What to work on:
The word "Bakhtawar" marks the lines you need; copy each of them from the data.

[Saved entries]
..............................

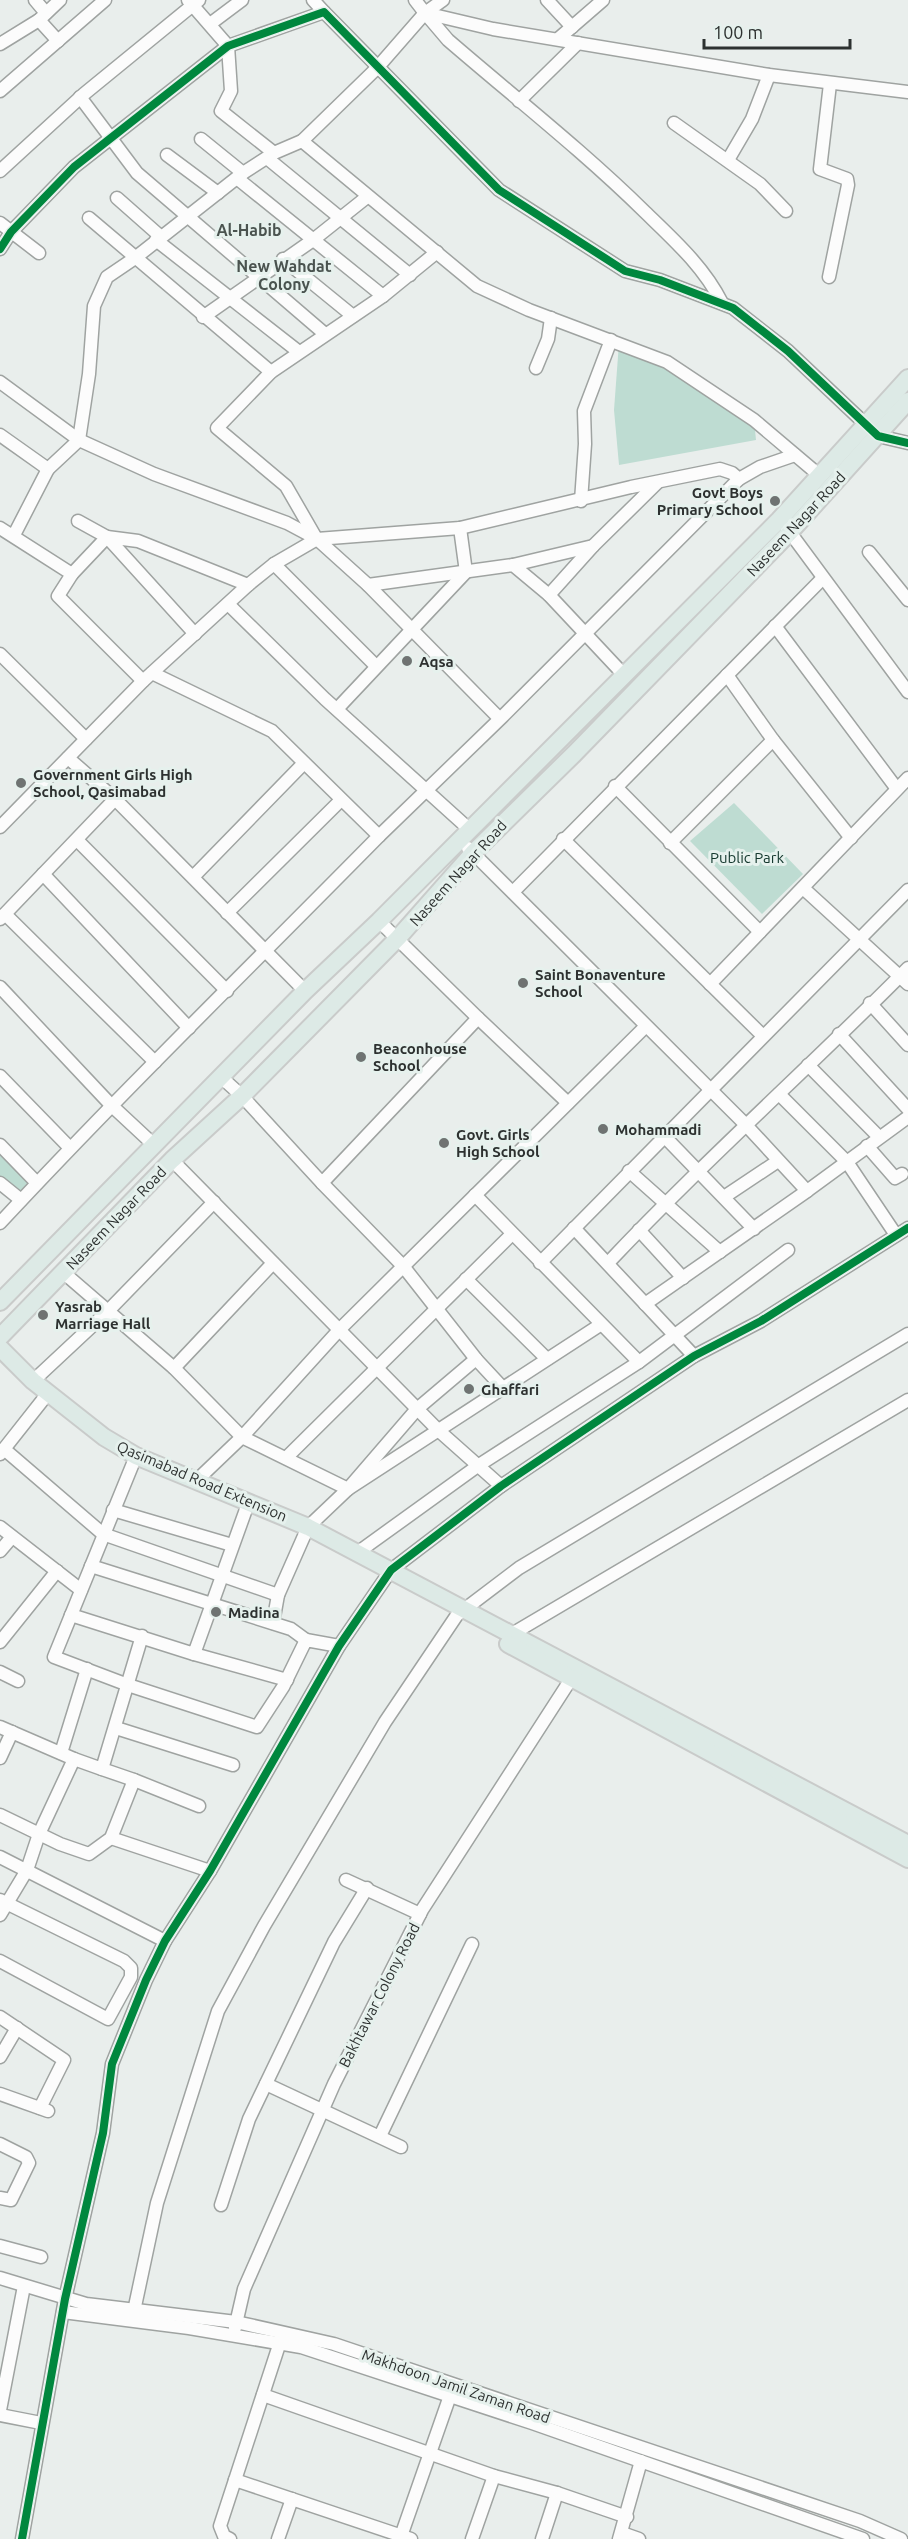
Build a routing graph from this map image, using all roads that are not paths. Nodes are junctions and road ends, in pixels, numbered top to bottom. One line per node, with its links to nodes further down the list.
1 (35, 0): 13 (street)
2 (60, 0): 13 (street)
3 (105, 0): 17 (street)
4 (242, 0): 14 (street)
5 (313, 0): 11 (street)
6 (415, 0): 12 (street)
7 (443, 0): 12 (street)
8 (547, 0): 15 (street)
9 (603, 0): 15 (street)
10 (193, 2): 14 (street); 26 (street)
11 (324, 12): 20 (street); 21 (street)
12 (425, 13): 16 (street); 21 (street); 27 (street)
13 (42, 17): 17 (street); 19 (street)
14 (210, 24): 20 (street)
15 (572, 27): 16 (street)
16 (558, 39): 18 (street)
17 (58, 41): 24 (street)
18 (578, 43): 22 (street); 27 (street)
19 (0, 44)
20 (228, 46): 29 (street); 33 (street)
21 (377, 68): 31 (street); 58 (street)
22 (769, 75): 23 (street); 34 (street)
23 (830, 84): 25 (street); 54 (street)
24 (0, 92)
25 (908, 92)
26 (80, 97): 29 (street); 35 (street)
27 (519, 101): 58 (street)
28 (674, 123): 34 (street)
29 (111, 136): 41 (street); 45 (street)
30 (201, 139): 36 (street)
31 (302, 141): 33 (street); 38 (street)
32 (167, 155): 37 (street)
33 (270, 156): 36 (street); 43 (street)
34 (728, 160): 40 (street)
35 (0, 171)
36 (241, 176): 37 (street); 47 (street)
37 (218, 194): 41 (street)
38 (367, 197): 43 (street); 49 (street)
39 (117, 198): 46 (street)
40 (786, 211)
41 (188, 216): 46 (street); 55 (street)
42 (89, 218): 51 (street)
43 (341, 218): 47 (street); 53 (street)
44 (0, 223): 45 (street)
45 (11, 232): 48 (street); 50 (street)
46 (158, 238): 51 (street); 57 (street)
47 (313, 240): 52 (street); 56 (street)
48 (0, 249)
49 (437, 252): 53 (street); 61 (street)
50 (39, 253)
51 (135, 258): 60 (street); 73 (street)
52 (283, 259): 55 (street); 59 (street)
53 (410, 275): 56 (street)
54 (829, 277)
55 (258, 278): 57 (street); 62 (street)
56 (382, 296): 59 (street)
57 (229, 298): 60 (street); 64 (street)
58 (722, 303): 70 (street)
59 (353, 316): 62 (street)
60 (203, 317): 66 (street)
61 (551, 318): 63 (street); 65 (street)
62 (325, 334): 64 (street)
63 (611, 340): 75 (street); 80 (street)
64 (299, 352): 66 (street)
65 (536, 368)
66 (271, 372): 87 (street)
67 (908, 378): 70 (main road, Naseem Nagar Road)
68 (0, 382): 73 (street)
69 (908, 401): 72 (main road, Naseem Nagar Road)
70 (865, 423): 72 (street); 77 (main road, Naseem Nagar Road)
71 (0, 435): 76 (street)
72 (878, 436): 74 (street); 82 (main road, Naseem Nagar Road)
73 (79, 440): 76 (street); 87 (street)
74 (908, 443)
75 (795, 455): 77 (street); 78 (street)
76 (48, 469): 85 (street)
77 (819, 475): 82 (main road, Naseem Nagar Road)
78 (740, 479): 79 (street); 102 (street)
79 (657, 483): 80 (street); 88 (street)
80 (581, 501): 84 (street)
81 (78, 521): 86 (street)
82 (784, 526): 94 (street); 106 (main road, Naseem Nagar Road); 129 (main road, Naseem Nagar Road)
83 (0, 528): 85 (street)
84 (460, 528): 87 (street); 92 (street)
85 (14, 535): 93 (street)
86 (107, 537): 93 (street); 95 (street); 103 (street)
87 (317, 539): 90 (street); 96 (street)
88 (593, 546): 91 (street); 97 (street)
89 (869, 552): 98 (street)
90 (274, 564): 95 (street); 105 (street)
91 (513, 564): 92 (street); 97 (street)
92 (466, 572): 96 (street); 101 (street)
93 (72, 574): 108 (street)
94 (822, 579): 100 (street); 109 (street)
95 (248, 585): 99 (street)
96 (368, 585): 101 (street)
97 (549, 595): 102 (street)
98 (908, 600)
99 (228, 604): 103 (street); 110 (street)
100 (775, 626): 107 (street); 118 (street)
101 (412, 631): 105 (street); 111 (street)
102 (584, 632): 106 (street); 111 (street)
103 (195, 634): 108 (street)
104 (0, 654): 112 (street)
105 (376, 666): 110 (street)
106 (624, 675): 123 (main road, Naseem Nagar Road)
107 (726, 675): 113 (street); 117 (street)
108 (148, 677): 112 (street); 115 (street)
109 (908, 692)
110 (337, 709): 119 (street)
111 (500, 718): 119 (street)
112 (86, 739): 114 (street)
113 (773, 740): 125 (street); 128 (street)
114 (68, 758): 120 (street); 122 (street)
115 (304, 763): 121 (street); 131 (street)
116 (908, 778): 118 (street)
117 (615, 786): 126 (street); 128 (street)
118 (897, 789): 125 (street)
119 (427, 790): 123 (street); 124 (street)
120 (116, 799): 127 (street); 131 (street)
121 (342, 800): 124 (street); 135 (street)
122 (0, 827)
123 (463, 834): 129 (street); 137 (main road, Naseem Nagar Road)
124 (379, 836): 141 (street)
125 (850, 838): 132 (street)
126 (563, 839): 134 (street); 143 (street)
127 (77, 840): 130 (street); 145 (street)
128 (670, 843): 138 (street)
129 (473, 853): 134 (street); 139 (main road, Naseem Nagar Road)
130 (44, 874): 136 (street); 150 (street)
131 (193, 877): 135 (street)
132 (803, 888): 138 (street); 140 (street)
133 (908, 890): 140 (street)
134 (513, 892): 149 (street)
135 (226, 913): 141 (street)
136 (2, 917): 154 (street)
137 (379, 921): 139 (street); 146 (main road, Naseem Nagar Road)
138 (760, 932): 143 (street)
139 (398, 938): 148 (street); 160 (main road, Naseem Nagar Road)
140 (860, 938): 142 (street); 152 (street)
141 (266, 951): 145 (street); 146 (street)
142 (905, 976): 147 (street)
143 (710, 984): 152 (street)
144 (0, 987): 162 (street)
145 (228, 991): 150 (street)
146 (305, 991): 157 (main road, Naseem Nagar Road)
147 (870, 1003): 151 (street); 153 (street)
148 (478, 1018): 161 (street); 180 (street)
149 (645, 1027): 158 (street); 161 (street)
150 (189, 1028): 154 (street)
151 (839, 1034): 155 (street); 163 (street)
152 (762, 1035): 158 (street)
153 (908, 1045)
154 (155, 1062): 162 (street)
155 (808, 1065): 159 (street); 167 (street)
156 (0, 1076): 171 (street)
157 (221, 1077): 160 (street); 169 (main road, Naseem Nagar Road)
158 (710, 1089): 165 (street); 166 (street)
159 (779, 1094): 165 (street); 174 (street)
160 (242, 1096): 172 (main road, Naseem Nagar Road); 180 (street)
161 (568, 1103): 182 (street)
162 (111, 1105): 169 (street); 171 (street)
163 (908, 1109)
164 (908, 1117): 167 (street)
165 (745, 1124): 173 (street); 175 (street)
166 (664, 1136): 175 (street); 176 (street)
167 (879, 1137): 170 (street)
168 (0, 1145): 179 (street)
169 (154, 1145): 172 (main road); 203 (main road, Naseem Nagar Road)
170 (867, 1146): 174 (street); 177 (street)
171 (70, 1148): 179 (street)
172 (172, 1160): 185 (street); 200 (main road, Naseem Nagar Road)
173 (778, 1161): 181 (street); 183 (street)
174 (847, 1162): 181 (street); 193 (street)
175 (700, 1170): 183 (street); 186 (street)
176 (629, 1171): 186 (street); 188 (street)
177 (906, 1177)
178 (0, 1183): 184 (street)
179 (38, 1183): 184 (street)
180 (322, 1184): 199 (street)
181 (807, 1191): 190 (street)
182 (475, 1195): 192 (street); 199 (street)
183 (724, 1197): 190 (street)
184 (21, 1200): 187 (street)
185 (214, 1202): 196 (street); 206 (street)
186 (664, 1203): 191 (street); 195 (street)
187 (0, 1223)
188 (574, 1228): 197 (street); 198 (street)
189 (908, 1228): 193 (street)
190 (754, 1229): 195 (street)
191 (639, 1230): 198 (street); 201 (street)
192 (512, 1234): 197 (street); 202 (street)
193 (896, 1235): 213 (street)
194 (788, 1250): 210 (street)
195 (720, 1252): 201 (street)
196 (273, 1263): 208 (street); 217 (street)
197 (540, 1263): 207 (street)
198 (608, 1263): 204 (street)
199 (403, 1266): 205 (street); 208 (street)
200 (64, 1272): 206 (street); 211 (main road, Naseem Nagar Road)
201 (683, 1278): 204 (street)
202 (466, 1279): 205 (street); 215 (street)
203 (0, 1302)
204 (645, 1304): 210 (street)
205 (436, 1309): 214 (street); 218 (street)
206 (108, 1311): 217 (street); 219 (street)
207 (600, 1325): 215 (street); 216 (street)
208 (340, 1329): 218 (street); 225 (street)
209 (908, 1334): 249 (street)
210 (674, 1335): 213 (street); 216 (street)
211 (0, 1337)
212 (0, 1348): 219 (main road, Qasimabad Road Extension)
213 (694, 1356): 231 (street)
214 (476, 1359): 220 (street); 223 (street)
215 (547, 1359): 220 (street)
216 (639, 1362): 229 (street)
217 (174, 1368): 225 (street)
218 (377, 1368): 223 (street); 228 (street)
219 (33, 1381): 221 (main road, Qasimabad Road Extension)
220 (502, 1387): 224 (street)
221 (49, 1392): 226 (street); 227 (main road, Qasimabad Road Extension)
222 (908, 1400): 252 (street)
223 (417, 1409): 224 (street); 232 (street)
224 (438, 1430): 229 (street); 232 (street)
225 (242, 1437): 228 (street); 230 (street)
226 (2, 1452): 237 (street)
227 (136, 1456): 230 (main road, Qasimabad Road Extension); 234 (street)
228 (286, 1458): 232 (street)
229 (479, 1465): 231 (street); 241 (street)
230 (196, 1481): 233 (main road, Qasimabad Road Extension)
231 (501, 1486): 243 (street)
232 (348, 1489): 236 (street)
233 (249, 1501): 236 (main road, Qasimabad Road Extension); 239 (street)
234 (113, 1510): 237 (street); 239 (street)
235 (0, 1527): 238 (street)
236 (308, 1527): 241 (main road, Qasimabad Road Extension); 247 (street)
237 (103, 1534): 242 (street); 245 (street)
238 (12, 1537): 240 (street); 244 (street)
239 (232, 1545): 245 (street)
240 (0, 1551)
241 (357, 1553): 243 (main road, Qasimabad Road Extension)
242 (91, 1566): 246 (street); 248 (street)
243 (391, 1570): 249 (main road, Qasimabad Road Extension); 256 (street)
244 (57, 1571): 246 (street); 255 (street)
245 (222, 1575): 247 (street); 248 (street)
246 (81, 1590): 250 (street)
247 (278, 1595): 251 (street)
248 (212, 1604): 251 (street); 257 (street)
249 (461, 1612): 252 (main road); 260 (main road); 306 (street)
250 (71, 1615): 253 (street); 258 (street)
251 (273, 1623): 254 (street)
252 (512, 1634): 277 (main road)
253 (142, 1636): 257 (street); 263 (street)
254 (306, 1640): 256 (street); 261 (street)
255 (0, 1641)
256 (339, 1646): 281 (street)
257 (194, 1654): 261 (street)
258 (87, 1670): 263 (street); 267 (street)
259 (0, 1672): 262 (street)
260 (571, 1679): 279 (main road); 285 (street, Bakhtawar Colony Road)
261 (287, 1680): 263 (street)
262 (18, 1681)
263 (128, 1685): 265 (street)
264 (0, 1727): 266 (street)
265 (116, 1728): 270 (street); 271 (street)
266 (12, 1732): 267 (street); 268 (street)
267 (61, 1754): 269 (street)
268 (0, 1758)
269 (74, 1760): 271 (street); 275 (street)
270 (233, 1765)
271 (102, 1769): 272 (street)
272 (134, 1779): 273 (street); 276 (street)
273 (198, 1806)
274 (0, 1815): 275 (street)
275 (39, 1834): 276 (street); 280 (street)
276 (111, 1838): 281 (street)
277 (908, 1844)
278 (0, 1857): 280 (street)
279 (908, 1858)
280 (27, 1870): 284 (street); 287 (street)
281 (210, 1871): 287 (street)
282 (346, 1880): 283 (street)
283 (367, 1888): 285 (street); 293 (street)
284 (3, 1901): 286 (street); 289 (street)
285 (420, 1914): 295 (street, Bakhtawar Colony Road)
286 (0, 1915)
287 (165, 1941): 305 (street)
288 (472, 1944): 296 (street)
289 (0, 1961)
290 (0, 2017): 291 (street)
291 (17, 2028): 292 (street); 294 (street)
292 (0, 2057)
293 (266, 2084): 295 (street); 300 (street)
294 (0, 2094)
295 (323, 2109): 296 (street); 307 (street, Bakhtawar Colony Road)
296 (380, 2136): 298 (street)
297 (0, 2144): 299 (street)
298 (401, 2146)
299 (0, 2198)
300 (221, 2205)
301 (0, 2246): 302 (street)
302 (41, 2257)
303 (0, 2278): 304 (street, Makhdoon Jamil Zaman Road)
304 (24, 2286): 305 (street, Makhdoon Jamil Zaman Road); 312 (street)
305 (64, 2305): 306 (street, Makhdoon Jamil Zaman Road); 308 (street, Makhdoon Jamil Zaman Road); 313 (street)
306 (134, 2311): 307 (street, Makhdoon Jamil Zaman Road)
307 (236, 2322): 308 (street, Bakhtawar Colony Road); 309 (street, Makhdoon Jamil Zaman Road)
308 (235, 2335): 309 (street, Makhdoon Jamil Zaman Road)
309 (282, 2336): 310 (street, Makhdoon Jamil Zaman Road); 311 (street)
310 (451, 2391): 314 (street, Makhdoon Jamil Zaman Road); 315 (street)
311 (263, 2395): 315 (street); 318 (street)
312 (0, 2413): 313 (street)
313 (41, 2423): 324 (street)
314 (608, 2444): 316 (street, Makhdoon Jamil Zaman Road); 331 (street, Makhdoon Jamil Zaman Road)
315 (428, 2454): 317 (street); 323 (street)
316 (641, 2462): 321 (street); 330 (street, Makhdoon Jamil Zaman Road)
317 (494, 2476): 319 (street); 327 (street)
318 (235, 2480): 320 (street); 325 (street)
319 (557, 2493): 321 (street); 328 (street)
320 (292, 2499): 323 (street); 326 (street)
321 (627, 2517): 322 (street)
322 (621, 2536): 329 (street)
323 (404, 2538)
324 (22, 2539)
325 (230, 2539)
326 (278, 2539)
327 (472, 2539)
328 (542, 2539)
329 (639, 2539)
330 (863, 2539)
331 (901, 2539)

..............................

Exercise result:
260 (571, 1679): 279 (main road); 285 (street, Bakhtawar Colony Road)
285 (420, 1914): 295 (street, Bakhtawar Colony Road)
295 (323, 2109): 296 (street); 307 (street, Bakhtawar Colony Road)
307 (236, 2322): 308 (street, Bakhtawar Colony Road); 309 (street, Makhdoon Jamil Zaman Road)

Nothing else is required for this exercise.